Work instruction: An exact reproduction of all the data is needed, with no images in it.

Entries supplied:
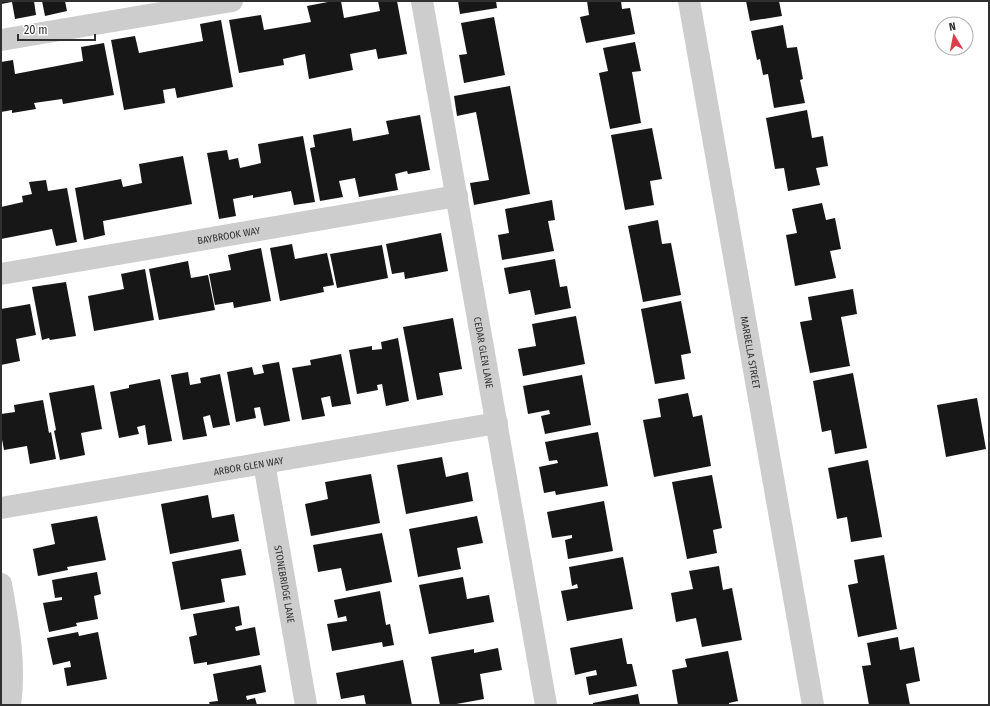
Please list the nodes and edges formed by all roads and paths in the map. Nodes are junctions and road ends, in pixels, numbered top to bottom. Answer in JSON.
{"nodes":[{"id":1,"x":232,"y":1,"type":"edge"},
{"id":2,"x":422,"y":1,"type":"edge"},
{"id":3,"x":689,"y":1,"type":"edge"},
{"id":4,"x":1,"y":40,"type":"edge"},
{"id":5,"x":456,"y":196,"type":"junction"},
{"id":6,"x":1,"y":274,"type":"edge"},
{"id":7,"x":496,"y":423,"type":"junction"},
{"id":8,"x":264,"y":463,"type":"junction"},
{"id":9,"x":1,"y":508,"type":"edge"},
{"id":10,"x":1,"y":584,"type":"edge"},
{"id":11,"x":10,"y":705,"type":"edge"},
{"id":12,"x":306,"y":705,"type":"edge"},
{"id":13,"x":546,"y":705,"type":"edge"},
{"id":14,"x":813,"y":705,"type":"edge"}],
"edges":[{"from":1,"to":4,"type":"street"},
{"from":2,"to":5,"type":"street","name":"CEDAR GLEN LANE"},
{"from":3,"to":14,"type":"street","name":"MARBELLA STREET"},
{"from":5,"to":6,"type":"street","name":"BAYBROOK WAY"},
{"from":5,"to":7,"type":"street","name":"CEDAR GLEN LANE"},
{"from":7,"to":8,"type":"street","name":"ARBOR GLEN WAY"},
{"from":7,"to":13,"type":"street","name":"CEDAR GLEN LANE"},
{"from":8,"to":9,"type":"street","name":"ARBOR GLEN WAY"},
{"from":8,"to":12,"type":"street","name":"STONEBRIDGE LANE"},
{"from":10,"to":11,"type":"street"}]}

Solved exercise:
Please list the nodes and edges formed by all roads and paths in the map. Nodes are junctions and road ends, in pixels, numbered top to bottom. Answer in JSON.
{"nodes":[{"id":1,"x":232,"y":1,"type":"edge"},
{"id":2,"x":422,"y":1,"type":"edge"},
{"id":3,"x":689,"y":1,"type":"edge"},
{"id":4,"x":1,"y":40,"type":"edge"},
{"id":5,"x":456,"y":196,"type":"junction"},
{"id":6,"x":1,"y":274,"type":"edge"},
{"id":7,"x":496,"y":423,"type":"junction"},
{"id":8,"x":264,"y":463,"type":"junction"},
{"id":9,"x":1,"y":508,"type":"edge"},
{"id":10,"x":1,"y":584,"type":"edge"},
{"id":11,"x":10,"y":705,"type":"edge"},
{"id":12,"x":306,"y":705,"type":"edge"},
{"id":13,"x":546,"y":705,"type":"edge"},
{"id":14,"x":813,"y":705,"type":"edge"}],
"edges":[{"from":1,"to":4,"type":"street"},
{"from":2,"to":5,"type":"street","name":"CEDAR GLEN LANE"},
{"from":3,"to":14,"type":"street","name":"MARBELLA STREET"},
{"from":5,"to":6,"type":"street","name":"BAYBROOK WAY"},
{"from":5,"to":7,"type":"street","name":"CEDAR GLEN LANE"},
{"from":7,"to":8,"type":"street","name":"ARBOR GLEN WAY"},
{"from":7,"to":13,"type":"street","name":"CEDAR GLEN LANE"},
{"from":8,"to":9,"type":"street","name":"ARBOR GLEN WAY"},
{"from":8,"to":12,"type":"street","name":"STONEBRIDGE LANE"},
{"from":10,"to":11,"type":"street"}]}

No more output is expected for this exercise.